A new study led by USC Norris Comprehensive Cancer Center developed a liquid biopsy that may distinguish between cancerous and benign pelvic masses with up to 91% accuracy. These earlier insights could help improve choices about course of treatment.
High-grade serous ovarian carcinoma (HGSOC) is the most common type of ovarian cancer. It is also the most lethal form in part because clinicians do not have effective ways to screen women for it during the cancer’s early stages when it’s easiest to treat.
For patients with a pelvic mass, it is difficult to detect whether the growth is benign or cancerous ahead of surgery. Unlike for many other cancers, biopsies are typically not an option. That makes it hard for doctors to choose the best course of treatment.
Now, a new liquid biopsy that detects specific nucleic acids circulating in the blood may be poised to change that.
Preclinical research recently published in the journal Clinical Cancer Research suggests that this simple blood test may determine whether a pelvic mass is benign or cancerous at a better rate than existing tests.
“There is a need for physicians to know what they’re dealing with before surgery,” said Lynda Roman, MD, a gynecologic oncologist at USC Norris Comprehensive Cancer Center, part of Keck Medicine of USC, and co-author of the study. “This test will help in starting to find a way to diagnose this disease early.”

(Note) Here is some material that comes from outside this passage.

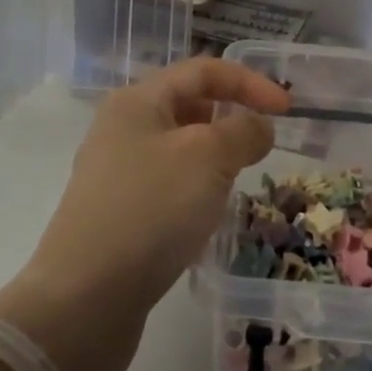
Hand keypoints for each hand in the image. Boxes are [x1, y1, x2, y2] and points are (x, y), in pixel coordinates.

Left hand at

Knowing more about the mass before surgery could point to which type of surgeon and which method of surgery is best for a patient, Roman said.
In addition to helping health care providers choose the best treatment strategy for patients with a known pelvic mass, researchers will also investigate whether the new test can be used as a screening tool in the general population to detect early-stage ovarian cancer in asymptomatic women.
When ovarian cancer is found in its initial stages, patients have a more than 90% chance of living for five years or more. Their chances drop to less than 40% if the cancer is detected in advanced stages.
Bringing the test to patients
The researchers are launching a follow-up study to validate their results in hundreds of patients. If the follow-up study results validate the efficacy of the test, they plan to release a commercially viable version of the test for clinical use within two years.
They are also exploring whether the test can be modified to detect other subtypes of ovarian cancer. Ultimately, they aim to optimize the test so it can be used for broad population screening.
According to Roman, the test’s potential impact on diagnostics for ovarian cancer is a welcome advancement for the field.
“Since we know that many malignant masses start in the fallopian tube, often the standard has become removing the fallopian tube whenever you operate on a patient, and then focusing on treatment,” Roman said. “But knowing what you’re dealing with before surgery could save lives, as well as improve our use of limited resources.”
A focused approach
The test uses a cell-free DNA methylation liquid biopsy approach, a promising new way to detect early-stage cancers of various types. It searches for circulating DNA in the blood that has been methylated at certain nucleic acids.
By testing for these early molecular changes, the test was designed to identify HGSOC when the cancer is in an early stage, and relatively easy to treat, unlike most existing tests for ovarian cancer which do not detect early-stage cancer at a high rate.
“Outside of germ cell tumors that have highly reliable tumor markers, we otherwise encounter masses that have several indicators that may hint one way or the other — including radiologic characteristics and certain blood tests — but none of these is highly reliable,” Roman said.
The new test’s 91% accuracy rate means it has both high sensitivity and high specificity, while most other tests on the market are high in one and low in the other, according to Bodour Salhia, PhD, leader of the Epigenetic Regulation in Cancer Program at USC Norris and the study’s corresponding author.